**WHAT TO WORK ON**
Copy each line of the entries below that contains the string "down".

**MATERIAL SHOWN**
^^^^

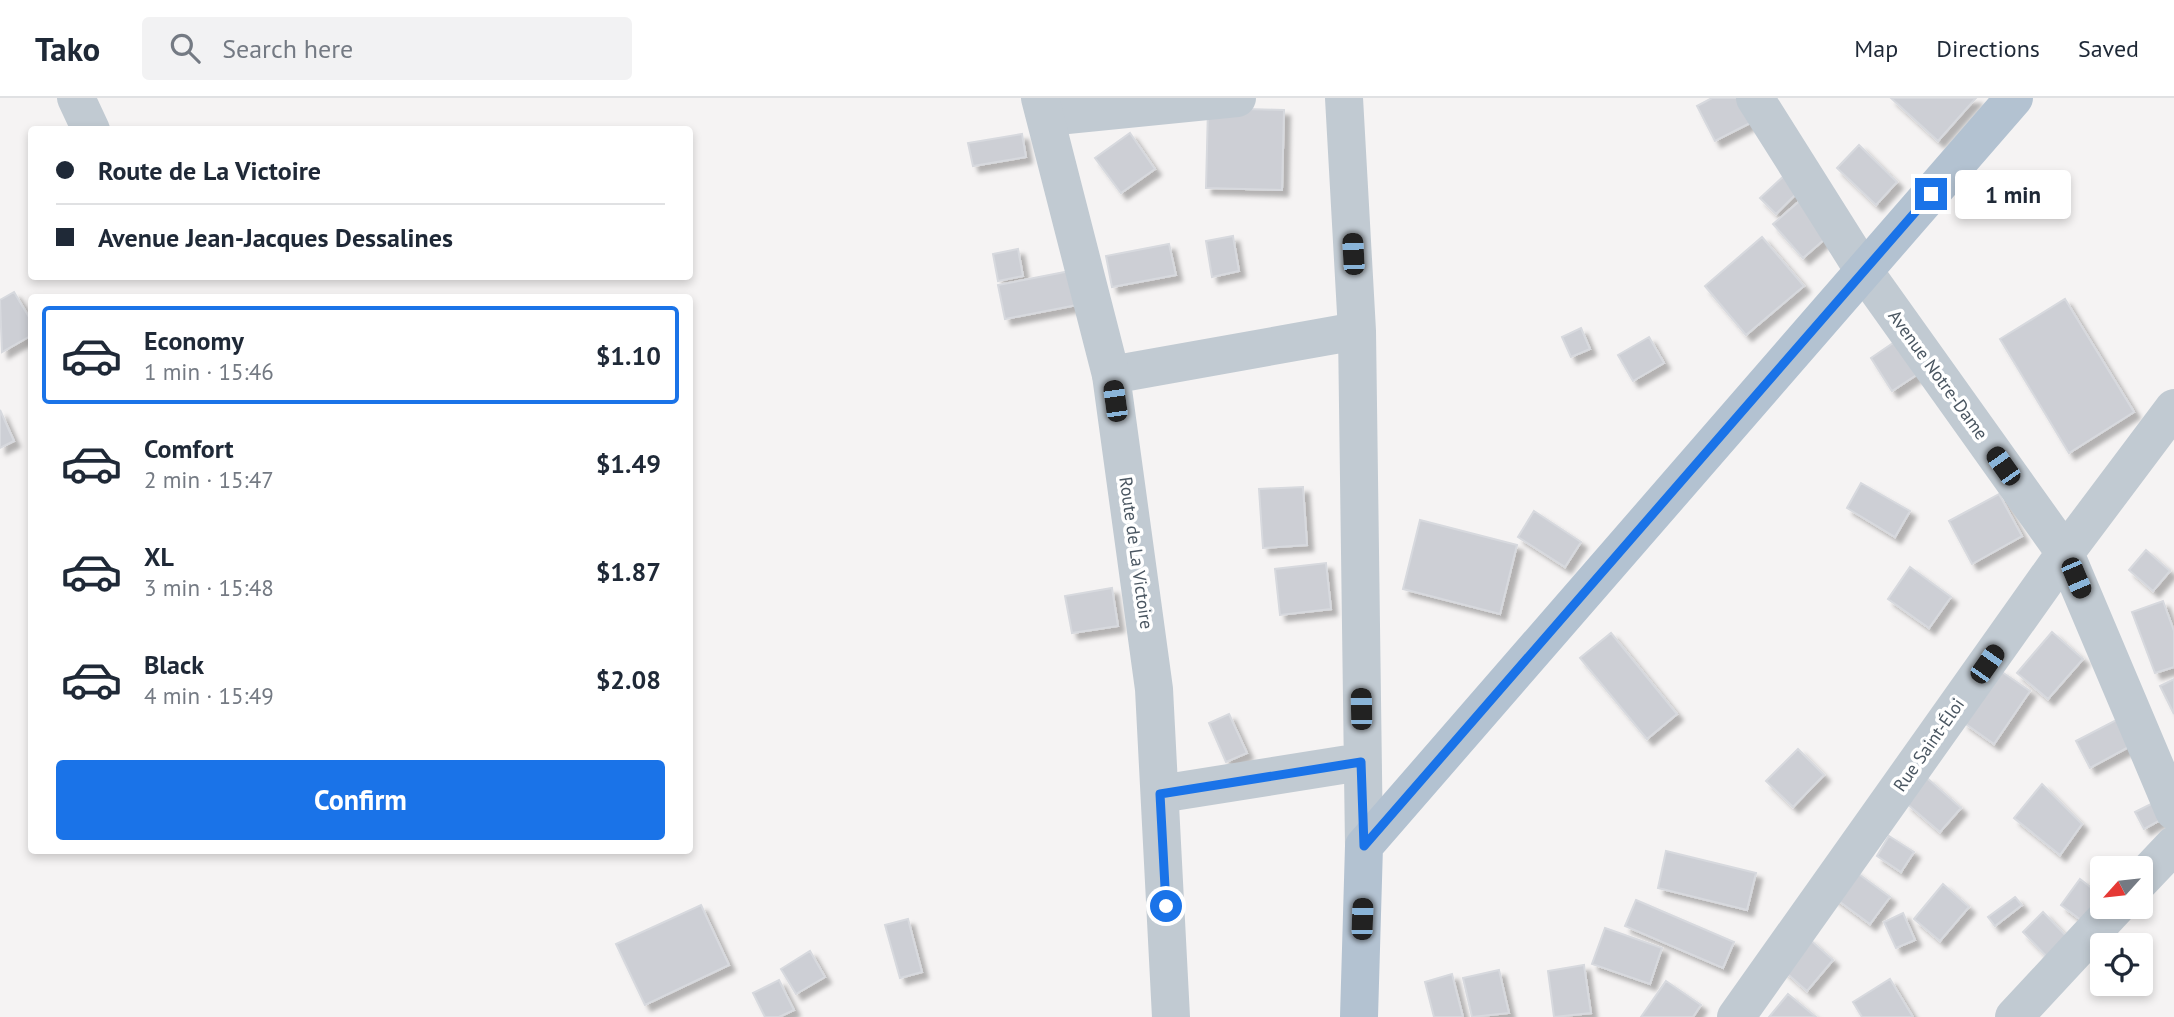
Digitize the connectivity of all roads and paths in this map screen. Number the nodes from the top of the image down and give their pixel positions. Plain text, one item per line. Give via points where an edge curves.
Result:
1 (76, 98) edge
2 (1237, 98) edge
3 (1344, 98) edge
4 (1755, 98) edge
5 (2014, 98) edge
6 (1043, 107) edge
7 (89, 126) edge
8 (1864, 271) junction
9 (1357, 331) junction
10 (1111, 375) junction
11 (2174, 408) edge
12 (2065, 553) junction
13 (1361, 762) junction
14 (1160, 794) junction
15 (2173, 806) edge
16 (2174, 845) edge
17 (1364, 846) junction
18 (2153, 867) edge
19 (2105, 919) edge
20 (1171, 1017) edge
21 (1359, 1017) edge
22 (1735, 1017) edge
23 (2014, 1017) edge

1 - 7 street
2 - 6 street
3 - 9 street
4 - 8 street, Avenue Notre-Dame
5 - 8 main road
6 - 10 street, Route de La Victoire
8 - 12 street, Avenue Notre-Dame
8 - 17 main road
9 - 10 street
9 - 13 street
10 - 14 street, Route de La Victoire via 1154,689
11 - 12 street, Rue Saint-Éloi
12 - 15 street, Avenue Notre-Dame
12 - 22 street, Rue Saint-Éloi
13 - 14 street
13 - 17 street
14 - 20 street, Route de La Victoire
16 - 18 street
17 - 21 main road
19 - 23 street

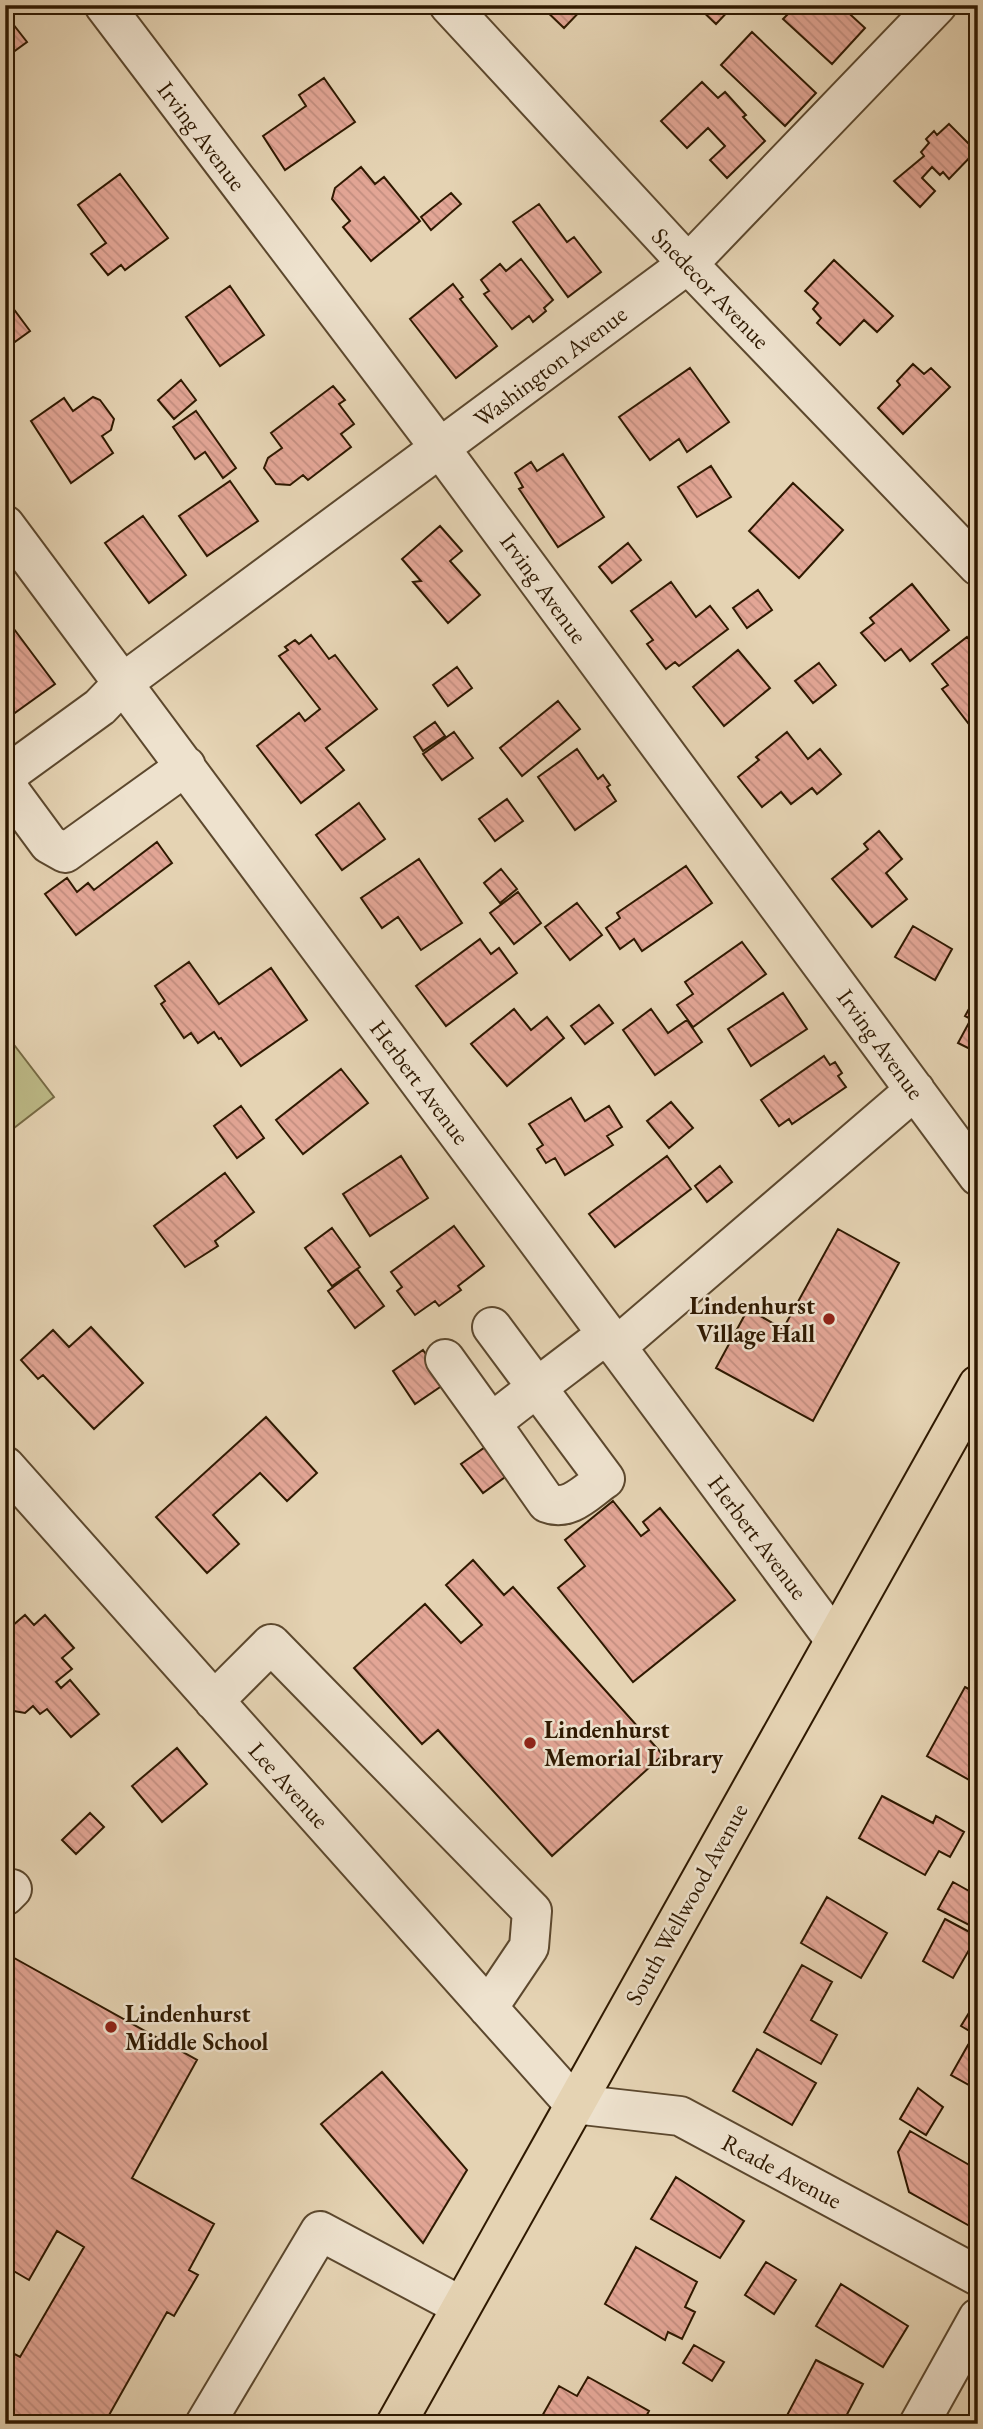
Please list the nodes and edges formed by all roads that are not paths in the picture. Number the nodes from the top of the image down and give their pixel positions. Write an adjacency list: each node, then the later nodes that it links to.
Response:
1 (104, 5): 5 (street, Irving Avenue)
2 (449, 5): 4 (street, Snedecor Avenue)
3 (937, 5): 4 (street, Washington Avenue)
4 (688, 264): 5 (street, Washington Avenue); 7 (street, Snedecor Avenue)
5 (440, 448): 8 (street, Washington Avenue); 10 (street, Irving Avenue)
6 (5, 525): 8 (street, Herbert Avenue)
7 (978, 566)
8 (124, 682): 9 (street, Herbert Avenue); 9 (street, Washington Avenue)
9 (186, 766): 13 (street, Herbert Avenue)
10 (915, 1090): 11 (street, Irving Avenue); 13 (street)
11 (978, 1176)
12 (492, 1327): 16 (street)
13 (612, 1340): 16 (street); 19 (street, Herbert Avenue)
14 (445, 1359): 17 (street)
15 (978, 1385): 19 (main road, South Wellwood Avenue)
16 (537, 1387): 17 (street); 17 (street)
17 (491, 1423)
18 (5, 1466): 20 (street, Lee Avenue)
19 (834, 1639): 22 (main road, South Wellwood Avenue)
20 (214, 1701): 21 (street, Lee Avenue); 21 (street)
21 (488, 2007): 22 (street, Lee Avenue)
22 (574, 2104): 23 (street, Reade Avenue); 24 (main road, South Wellwood Avenue)
23 (978, 2276)
24 (461, 2306): 26 (street); 27 (main road, South Wellwood Avenue)
25 (978, 2318): 28 (street)
26 (205, 2424)
27 (396, 2424)
28 (919, 2424)

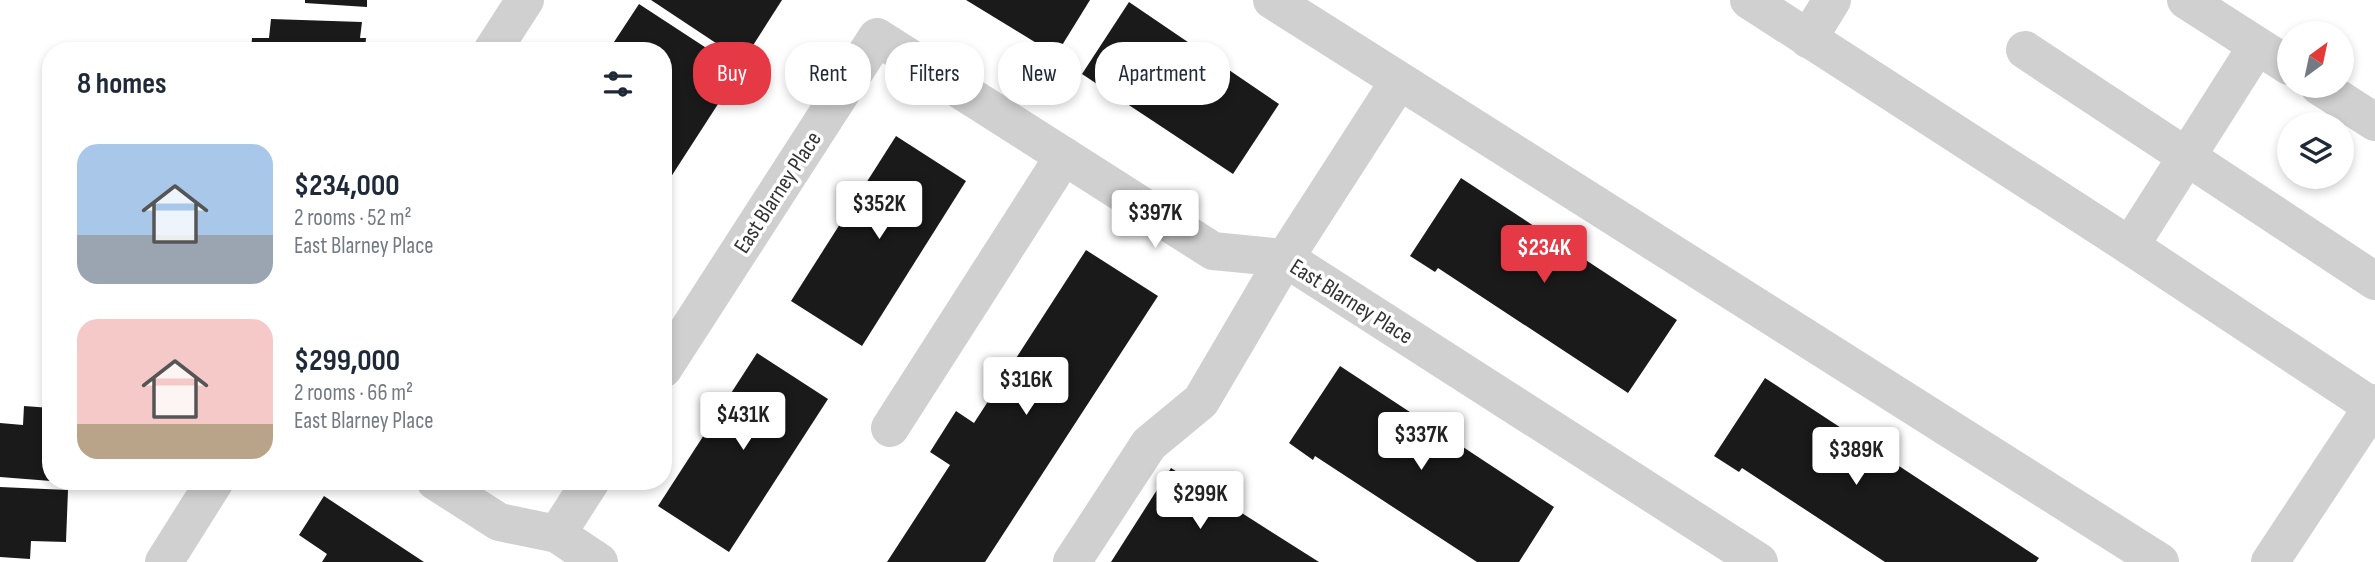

^^^^

**RESULT OF THE EXERCISE**
Digitize the connectivity of all roads and paths in this map screen. Number the nodes from the top of the image down and give their pixel positions. Plain text, one item per line. Give via points where an edge curves.
Please list the nodes and edges formed by all roads that are not paths in the picture. Number the nodes from the top of the image down and give their pixel positions. Write an adjacency list: each node, then the later nodes that it links to.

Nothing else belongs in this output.